__What is required__:
All that is needed is each line of the entries holding the word "paths", copied as it stands.

Supplied data Start Marker

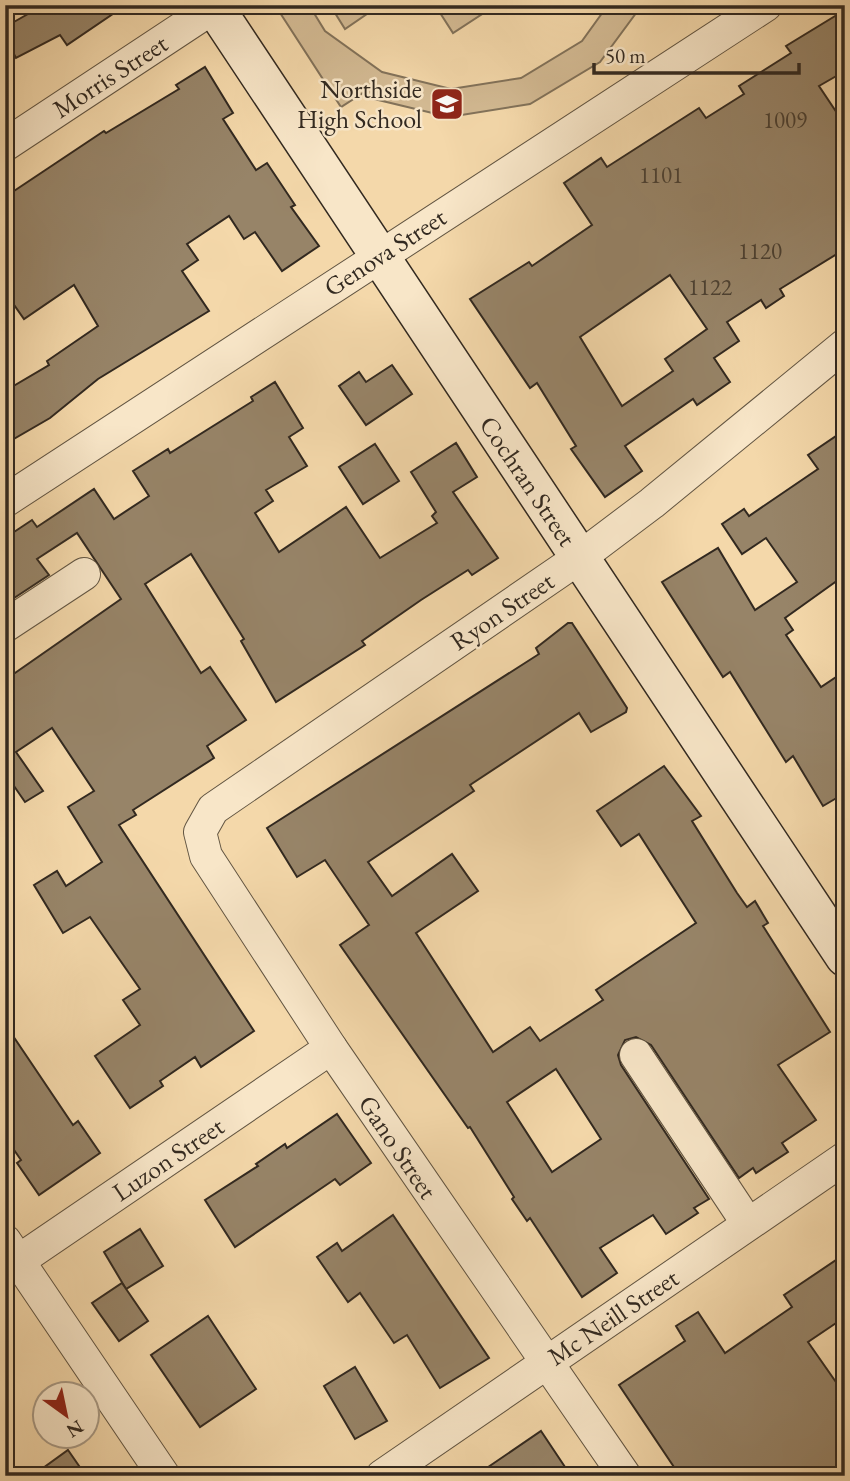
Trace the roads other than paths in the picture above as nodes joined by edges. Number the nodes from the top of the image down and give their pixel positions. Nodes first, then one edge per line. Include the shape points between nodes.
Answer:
1 (766, 5) edge
2 (213, 6) edge
3 (5, 145) edge
4 (378, 255) junction
5 (845, 345) edge
6 (5, 500) edge
7 (579, 558) junction
8 (84, 574) dead end
9 (5, 625) edge
10 (213, 809) joint
11 (838, 933) edge
12 (331, 1048) junction
13 (636, 1055) dead end
14 (845, 1158) edge
15 (748, 1224) junction
16 (10, 1257) edge
17 (546, 1363) junction
18 (164, 1476) edge
19 (382, 1476) edge
20 (625, 1476) edge

1 - 4 street, Genova Street
2 - 3 street, Morris Street
2 - 4 street, Cochran Street
4 - 6 street, Genova Street
4 - 7 street, Cochran Street
5 - 7 street, Ryon Street
7 - 10 street, Ryon Street
7 - 11 street, Cochran Street
8 - 9 street
10 - 12 street, Gano Street via 200,832 206,856
12 - 16 street, Luzon Street
12 - 17 street, Gano Street
13 - 15 street
14 - 15 street, Mc Neill Street
15 - 17 street, Mc Neill Street
16 - 18 street
17 - 19 street, Mc Neill Street
17 - 20 street, Gano Street

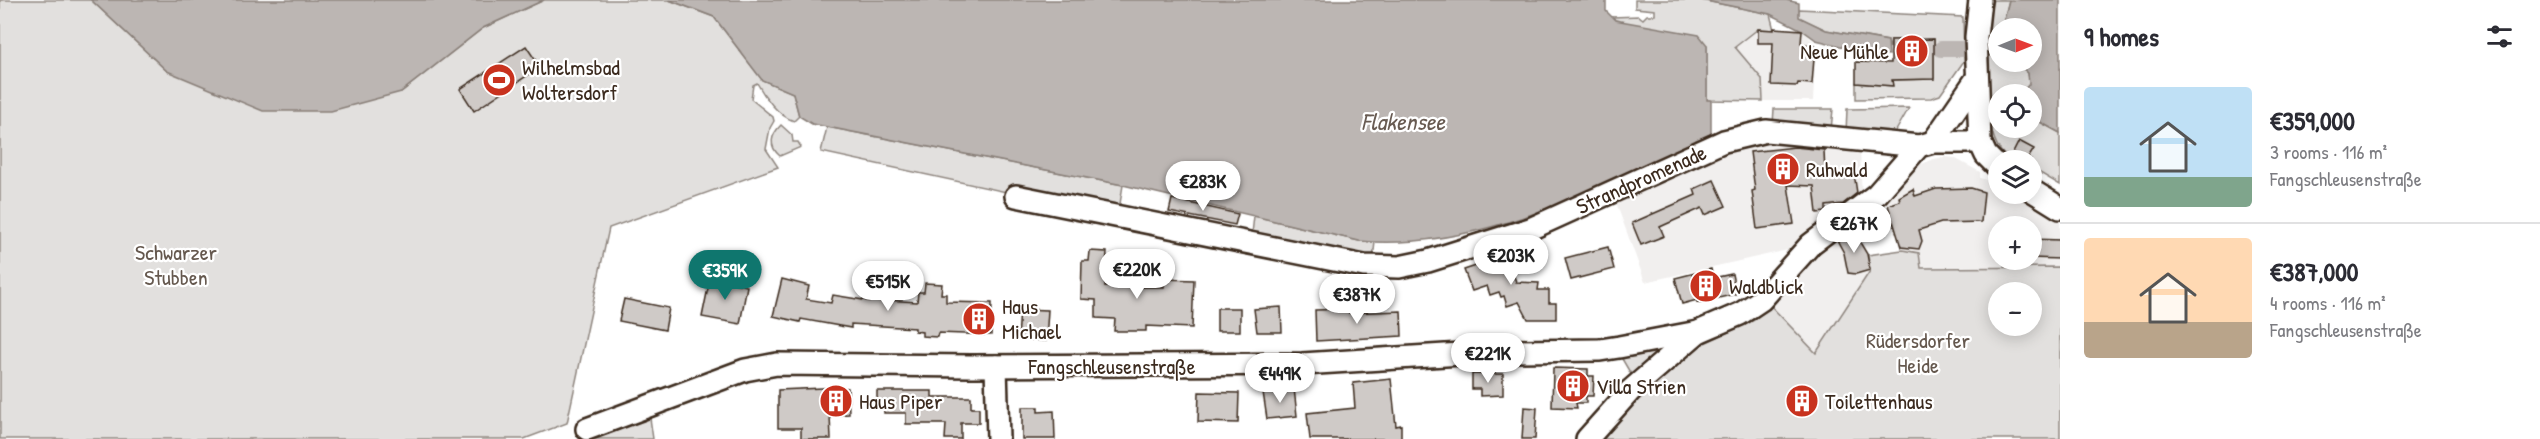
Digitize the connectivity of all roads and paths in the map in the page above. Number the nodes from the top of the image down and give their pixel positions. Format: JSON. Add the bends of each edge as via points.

Supplied data End Marker

__Expected output__:
Trace the roads other than paths in the picture above as nodes joined by edges. Number the nodes from the top of the image down and give their pixel positions. Nodes first, then one edge per line. Include the shape points between nodes.
Digitize the connectivity of all roads and paths in the map in the page above. Number the nodes from the top of the image down and give their pixel positions. Format: JSON. Add the bends of each edge as via points.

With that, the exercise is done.